Publishing the latest data since the report for October to Decemeber last year the report identifies what it terms “a mini-correction” in the market and suggests the EU referendum may be a factor.
Produced in partnership with the Northern Ireland Housing Executive and Progressive Building Society, the UU research points to an easing back of the average house price compared to the strong market prevailing throughout the final quarter of 2015.
However, the survey also reveals a strong sales volume, consistent with previous quarters.
An overall average house price of £146,472 for the first quarter of 2016 is lower than might have been anticipated, the report says, based on strong growth during 2015, particularly in the third and forth quarters
It highlights a 1.4 per cent weighted increase in average house price over the year but a 6.5 per cent weighted decrease over the quarter.
Once again, the report highlights the cost of housinfg relative to other UK regions, with two-thirds of the houses sold at or below £150,000.
The research indicates that at a regional level, a broadly similar pattern of lower average prices is apparent for the first quarter of 2016.
“The research statistics are reflective of mixed feelings by the sector across Northern Ireland with some estate agents attributing the apparent slowing in first quarter simply to a seasonal fluctuation, others attribute it to house buyers’ concerns of economic uncertainty,” said lead researcher, UU professor Stanley McGreal.
“When it comes to overall performance by property type, the average price of terraced/townhouses, detached bungalows and apartments have increased over the year.
“In contrast, semi-detached and detached houses have experienced a slower rate of annual growth. Over the quarter, all property types, with the exception of semi-detached bungalows, have suffered reduced price levels.”
Joe Frey, head of research at the Housing Executive said: “A combination of a higher than expected increase in prices in the previous quarter and uncertainty surrounding the EU referendum probably explain the slight downturn in the market.
“However, given that transaction levels remain high and there is little sign of a significant affordability issue outside Belfast, the indications are that the market will continue its gradual recovery.”

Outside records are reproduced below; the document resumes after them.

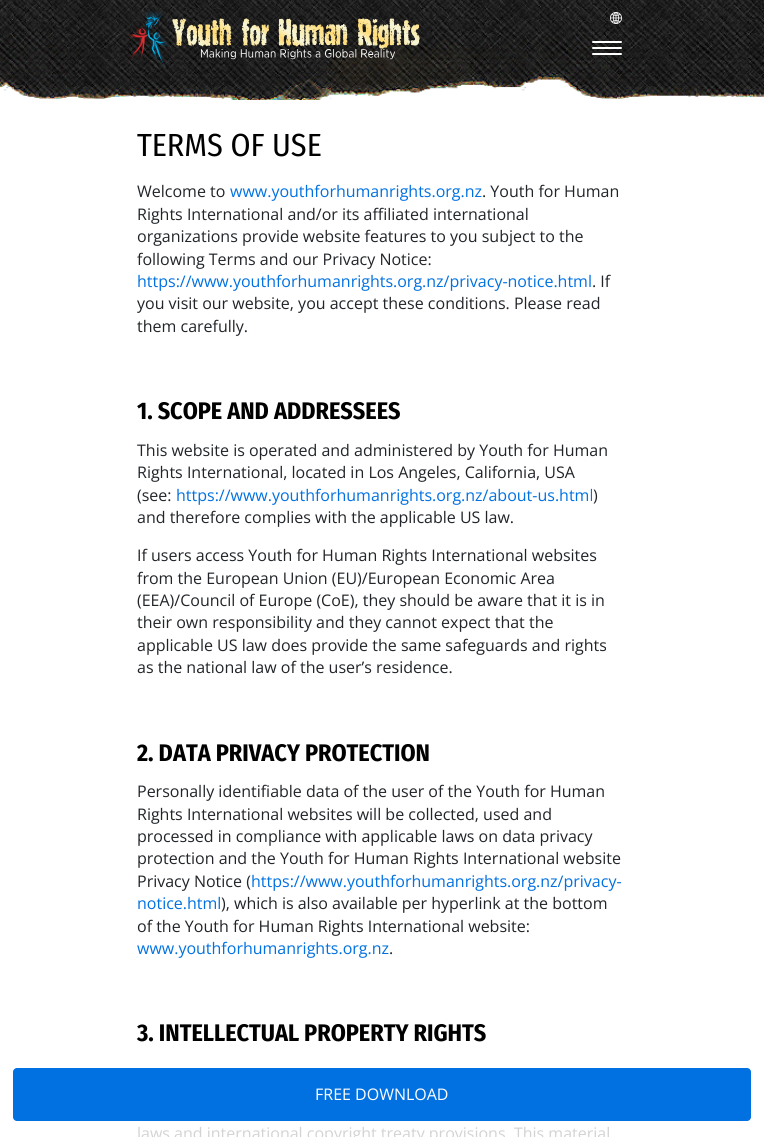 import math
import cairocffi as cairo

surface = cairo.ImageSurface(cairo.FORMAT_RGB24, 764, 1137)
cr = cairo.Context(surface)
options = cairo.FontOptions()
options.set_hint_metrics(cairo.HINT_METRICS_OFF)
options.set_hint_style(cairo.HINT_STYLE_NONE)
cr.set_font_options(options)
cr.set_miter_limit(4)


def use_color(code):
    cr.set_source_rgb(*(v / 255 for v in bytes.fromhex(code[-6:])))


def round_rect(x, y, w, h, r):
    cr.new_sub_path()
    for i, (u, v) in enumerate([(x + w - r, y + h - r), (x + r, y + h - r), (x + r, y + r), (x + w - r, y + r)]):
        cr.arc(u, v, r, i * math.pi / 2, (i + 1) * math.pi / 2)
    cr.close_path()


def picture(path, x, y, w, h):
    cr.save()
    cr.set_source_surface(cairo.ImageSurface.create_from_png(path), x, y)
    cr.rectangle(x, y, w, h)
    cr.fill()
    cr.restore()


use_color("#ffffff")
cr.paint()
picture("img1.png", 0, 0, 764, 100)
picture("img2.png", 126, 10, 45, 58)
picture("img3.png", 172, 18, 248, 42)
picture("img4.png", 610, 12, 12, 12)
use_color("#ffffff")
round_rect(592, 41, 30, 2, 1)
cr.fill()
round_rect(592, 47, 30, 2, 1)
cr.fill()
round_rect(592, 53, 30, 2, 1)
cr.fill()
cr.select_font_face("Fira Sans Condensed")
cr.set_font_size(32)
use_color("#000000")
cr.move_to(137, 156)
cr.show_text("TERMS OF USE")
cr.select_font_face("Open Sans")
cr.set_font_size(16)
use_color("#212529")
cr.move_to(137, 197)
cr.show_text("Welcome to")
use_color("#0171e1")
cr.move_to(230, 197)
cr.show_text("www.youthforhumanrights.org.nz")
use_color("#212529")
cr.move_to(482, 197)
cr.show_text(". Youth for Human")
cr.move_to(137, 220)
cr.show_text("Rights International and/or its affiliated international")
cr.move_to(137, 242)
cr.show_text("organizations provide website features to you subject to the")
cr.move_to(137, 265)
cr.show_text("following Terms and our Privacy Notice:")
use_color("#0171e1")
cr.move_to(137, 287)
cr.show_text("https://www.youthforhumanrights.org.nz/privacy-notice.html")
use_color("#212529")
cr.move_to(592, 287)
cr.show_text(". If")
cr.move_to(137, 309)
cr.show_text("you visit our website, you accept these conditions. Please read")
cr.move_to(137, 332)
cr.show_text("them carefully.")
cr.select_font_face("Fira Sans Condensed", cairo.FONT_SLANT_NORMAL, cairo.FONT_WEIGHT_BOLD)
cr.set_font_size(24)
use_color("#000000")
cr.move_to(137, 419)
cr.show_text("1. SCOPE AND ADDRESSEES")
cr.select_font_face("Open Sans")
cr.set_font_size(16)
use_color("#212529")
cr.move_to(137, 456)
cr.show_text("This website is operated and administered by Youth for Human")
cr.move_to(137, 478)
cr.show_text("Rights International, located in Los Angeles, California, USA")
cr.move_to(137, 501)
cr.show_text("(see:")
use_color("#0171e1")
cr.move_to(176, 501)
cr.show_text("https://www.youthforhumanrights.org.nz/about-us.html")
use_color("#212529")
cr.move_to(593, 501)
cr.show_text(")")
cr.move_to(137, 523)
cr.show_text("and therefore complies with the applicable US law.")
cr.move_to(137, 561)
cr.show_text("If users access Youth for Human Rights International websites")
cr.move_to(137, 584)
cr.show_text("from the European Union (EU)/European Economic Area")
cr.move_to(137, 606)
cr.show_text("(EEA)/Council of Europe (CoE), they should be aware that it is in")
cr.move_to(137, 628)
cr.show_text("their own responsibility and they cannot expect that the")
cr.move_to(137, 651)
cr.show_text("applicable US law does provide the same safeguards and rights")
cr.move_to(137, 673)
cr.show_text("as the national law of the user’s residence.")
cr.select_font_face("Fira Sans Condensed", cairo.FONT_SLANT_NORMAL, cairo.FONT_WEIGHT_BOLD)
cr.set_font_size(24)
use_color("#000000")
cr.move_to(137, 761)
cr.show_text("2. DATA PRIVACY PROTECTION")
cr.select_font_face("Open Sans")
cr.set_font_size(16)
use_color("#212529")
cr.move_to(137, 797)
cr.show_text("Personally identifiable data of the user of the Youth for Human")
cr.move_to(137, 820)
cr.show_text("Rights International websites will be collected, used and")
cr.move_to(137, 842)
cr.show_text("processed in compliance with applicable laws on data privacy")
cr.move_to(137, 864)
cr.show_text("protection and the Youth for Human Rights International website")
cr.move_to(137, 887)
cr.show_text("Privacy Notice (")
use_color("#0171e1")
cr.move_to(251, 887)
cr.show_text("https://www.youthforhumanrights.org.nz/privacy-")
cr.move_to(137, 909)
cr.show_text("notice.html")
use_color("#212529")
cr.move_to(221, 909)
cr.show_text("), which is also available per hyperlink at the bottom")
cr.move_to(137, 932)
cr.show_text("of the Youth for Human Rights International website:")
use_color("#0171e1")
cr.move_to(137, 954)
cr.show_text("www.youthforhumanrights.org.nz")
use_color("#212529")
cr.move_to(389, 954)
cr.show_text(".")
cr.select_font_face("Fira Sans Condensed", cairo.FONT_SLANT_NORMAL, cairo.FONT_WEIGHT_BOLD)
cr.set_font_size(24)
use_color("#000000")
cr.move_to(137, 1041)
cr.show_text("3. INTELLECTUAL PROPERTY RIGHTS")
cr.select_font_face("Open Sans")
cr.set_font_size(16)
use_color("#d3d3d4")
cr.move_to(137, 1139)
cr.show_text("laws and international copyright treaty provisions. This material")
use_color("#0171e1")
round_rect(13, 1068, 738, 53, 4)
cr.fill()
use_color("#ffffff")
cr.move_to(315, 1100)
cr.show_text("FREE DOWNLOAD")
surface.write_to_png("result.png")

Michael Boyd, deputy chief executive and finance director at the Progressive said the province had experienced consistent growth within the housing market over the last 18 months, with a strong performance in 2015.
“With projections for further growth within this sector, strong market transactions in Q1 have reflected that confidence,” he said.
“ However a number of factors including the prolonged Brexit debate, EU referendum, Assembly elections and stamp duty charges have contributed to the cooling of prices in the first three months of the year.
“While lack of supply is still an issue, houses in Northern Ireland remain very affordable, particularly when compared to the rest of the UK, which is good news for local house buyers. The mortgage market also remains buoyant with a significant increase in the first quarter of 2016 with strong market competition supporting low interest rates which also delivers great value for money within the Northern Ireland market.
“Mortgage activity across Progressive’s twelve branches have grown in Q1 2016 with a very positive 34% increase compared to the same period last year.”